▸ **DATA FOR PROCESSING**
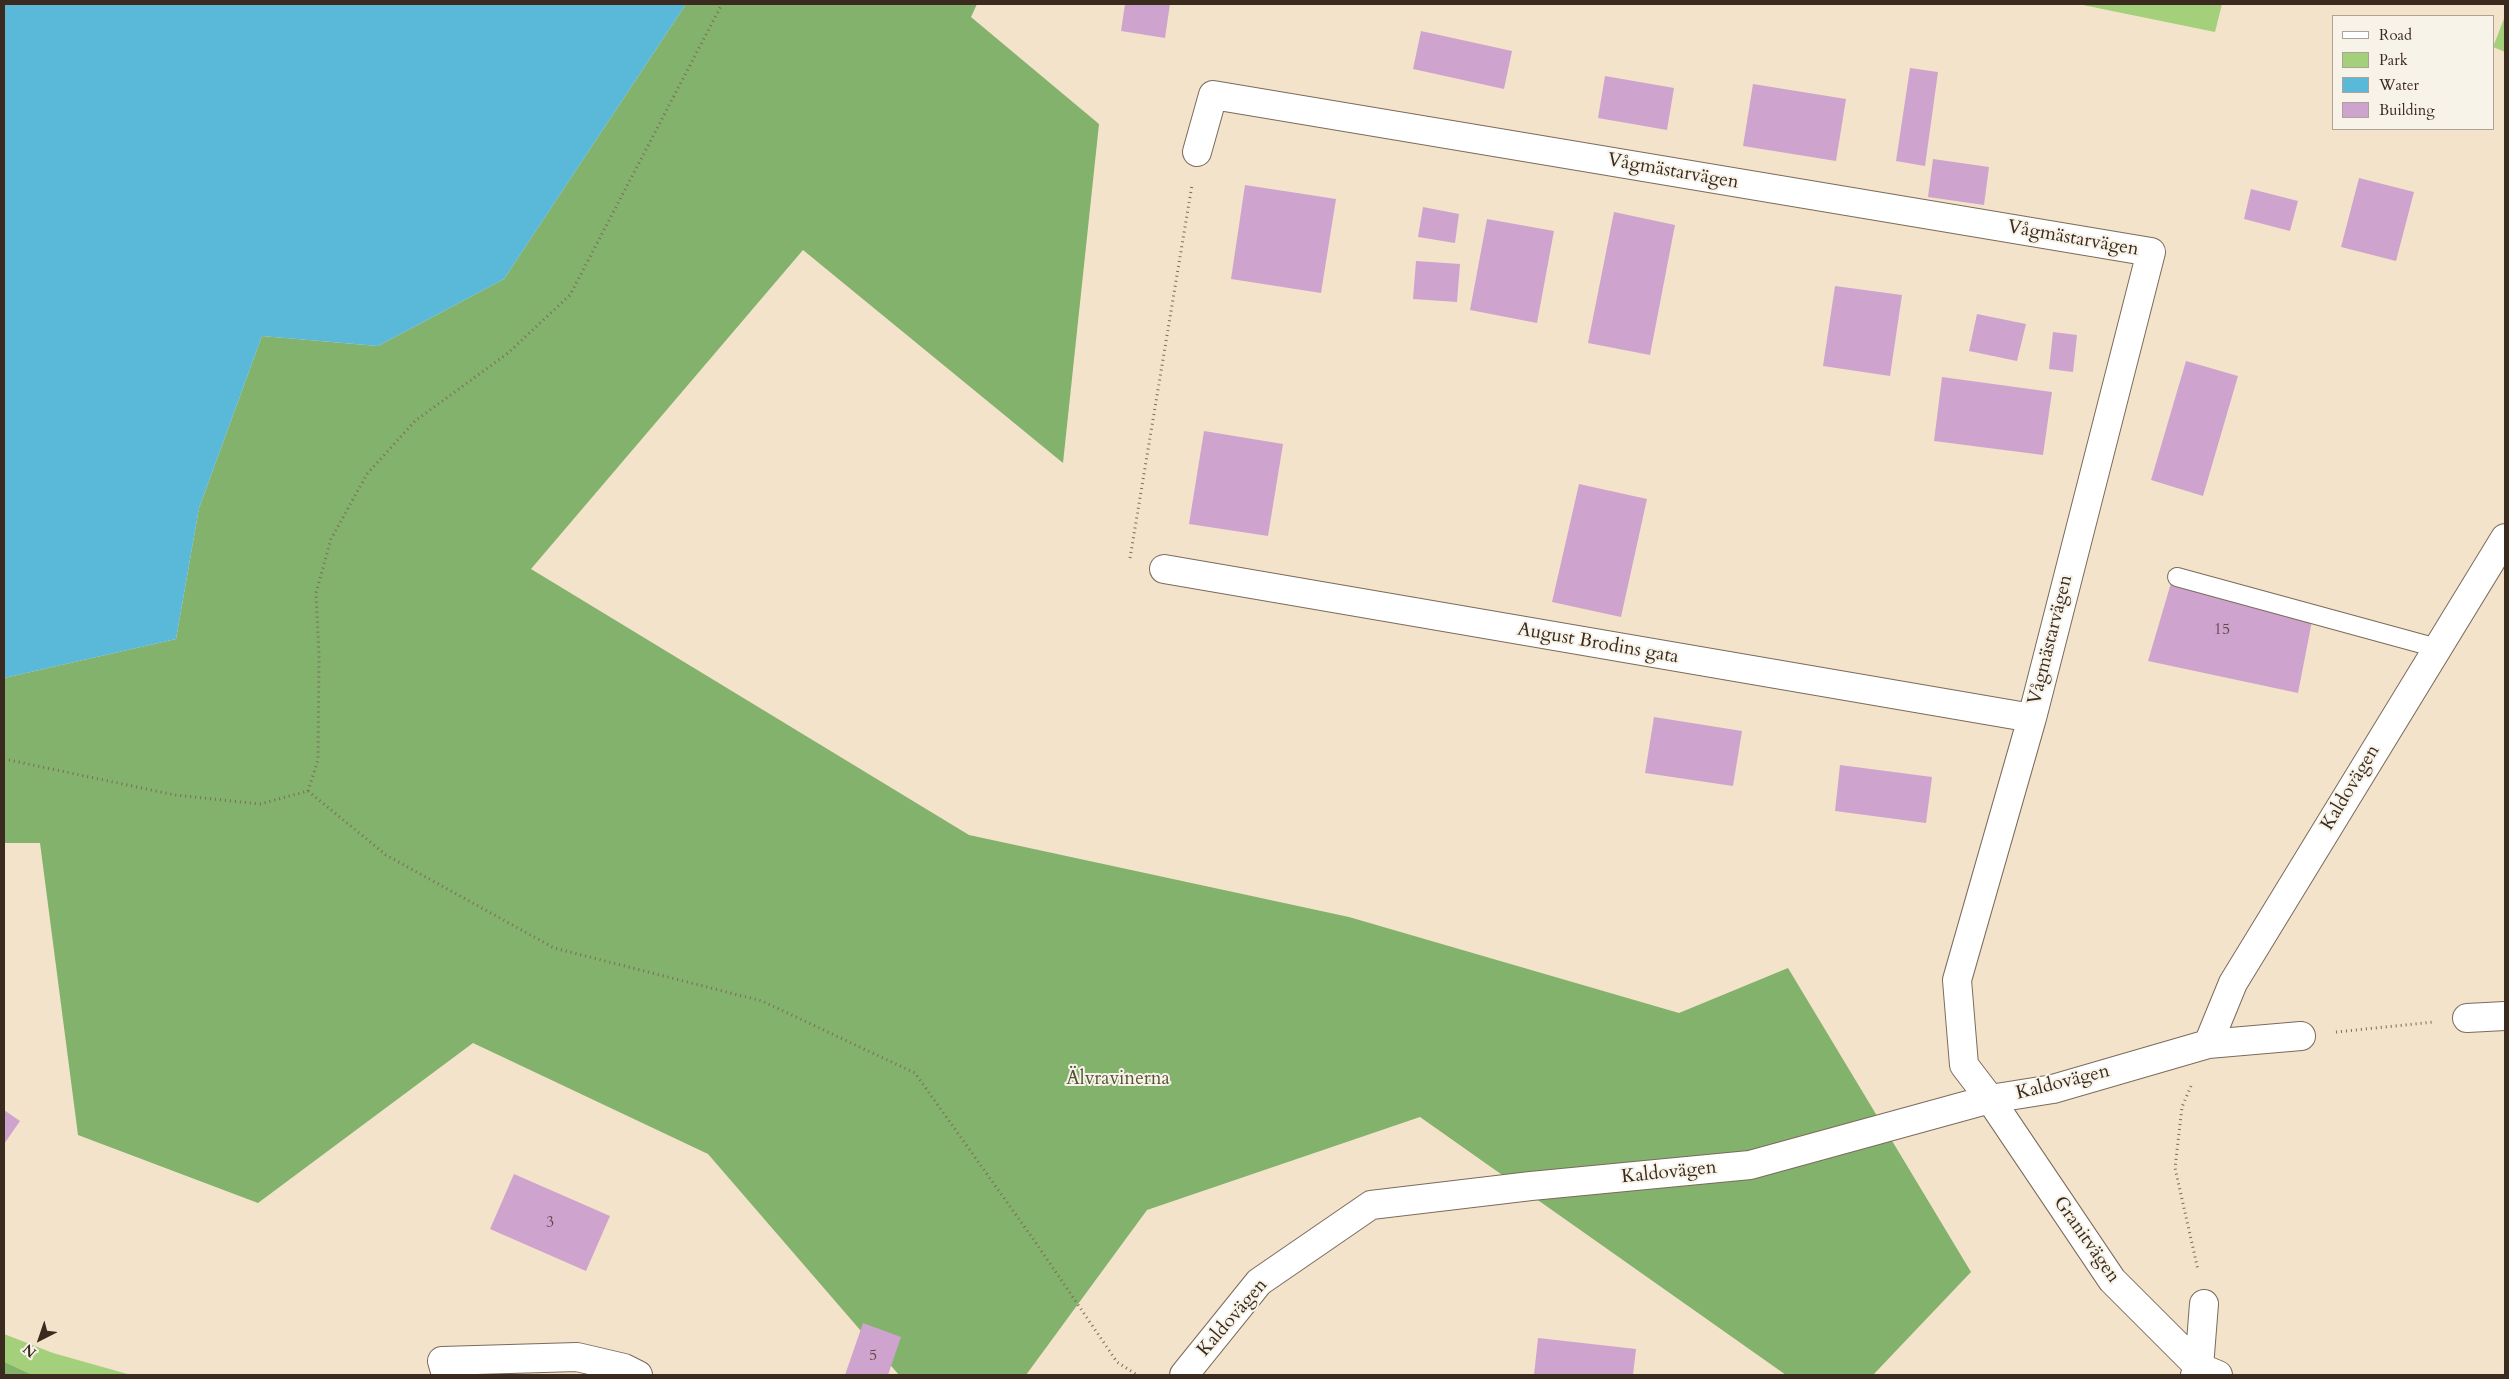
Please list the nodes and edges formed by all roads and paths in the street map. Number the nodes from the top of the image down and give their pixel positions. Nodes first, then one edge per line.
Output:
1 (722, 4) edge
2 (1197, 152) joint
3 (2505, 538) edge
4 (1164, 569) joint
5 (2177, 577) dead end
6 (2437, 648) junction
7 (2032, 718) junction
8 (4, 759) edge
9 (308, 791) junction
10 (2505, 1016) edge
11 (2467, 1018) joint
12 (2301, 1036) joint
13 (2208, 1044) junction
14 (1990, 1100) junction
15 (2204, 1304) joint
16 (577, 1357) junction
17 (444, 1368) edge
18 (2204, 1372) edge
19 (555, 1375) edge
20 (638, 1375) edge
21 (1137, 1375) edge
22 (1184, 1375) edge

1 - 9 path
2 - 4 path
2 - 7 street, Vågmästarvägen
3 - 6 street, Kaldovägen
4 - 7 street, August Brodins gata
5 - 6 lane
6 - 13 street, Kaldovägen
7 - 14 street, Vågmästarvägen
8 - 9 path
9 - 21 path
10 - 11 street
11 - 12 path
12 - 13 street, Kaldovägen
13 - 14 street, Kaldovägen
13 - 15 path
14 - 18 street, Granitvägen
14 - 22 street, Kaldovägen
15 - 18 street, Granitvägen
16 - 17 street
16 - 19 street
16 - 20 street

▸ **EXERCISE PROMPT**
Each line above should be output exactly, apart from the pictures.

▸ **SOLUTION TO THE PROBLEM**
Please list the nodes and edges formed by all roads and paths in the street map. Number the nodes from the top of the image down and give their pixel positions. Nodes first, then one edge per line.
Output:
1 (722, 4) edge
2 (1197, 152) joint
3 (2505, 538) edge
4 (1164, 569) joint
5 (2177, 577) dead end
6 (2437, 648) junction
7 (2032, 718) junction
8 (4, 759) edge
9 (308, 791) junction
10 (2505, 1016) edge
11 (2467, 1018) joint
12 (2301, 1036) joint
13 (2208, 1044) junction
14 (1990, 1100) junction
15 (2204, 1304) joint
16 (577, 1357) junction
17 (444, 1368) edge
18 (2204, 1372) edge
19 (555, 1375) edge
20 (638, 1375) edge
21 (1137, 1375) edge
22 (1184, 1375) edge

1 - 9 path
2 - 4 path
2 - 7 street, Vågmästarvägen
3 - 6 street, Kaldovägen
4 - 7 street, August Brodins gata
5 - 6 lane
6 - 13 street, Kaldovägen
7 - 14 street, Vågmästarvägen
8 - 9 path
9 - 21 path
10 - 11 street
11 - 12 path
12 - 13 street, Kaldovägen
13 - 14 street, Kaldovägen
13 - 15 path
14 - 18 street, Granitvägen
14 - 22 street, Kaldovägen
15 - 18 street, Granitvägen
16 - 17 street
16 - 19 street
16 - 20 street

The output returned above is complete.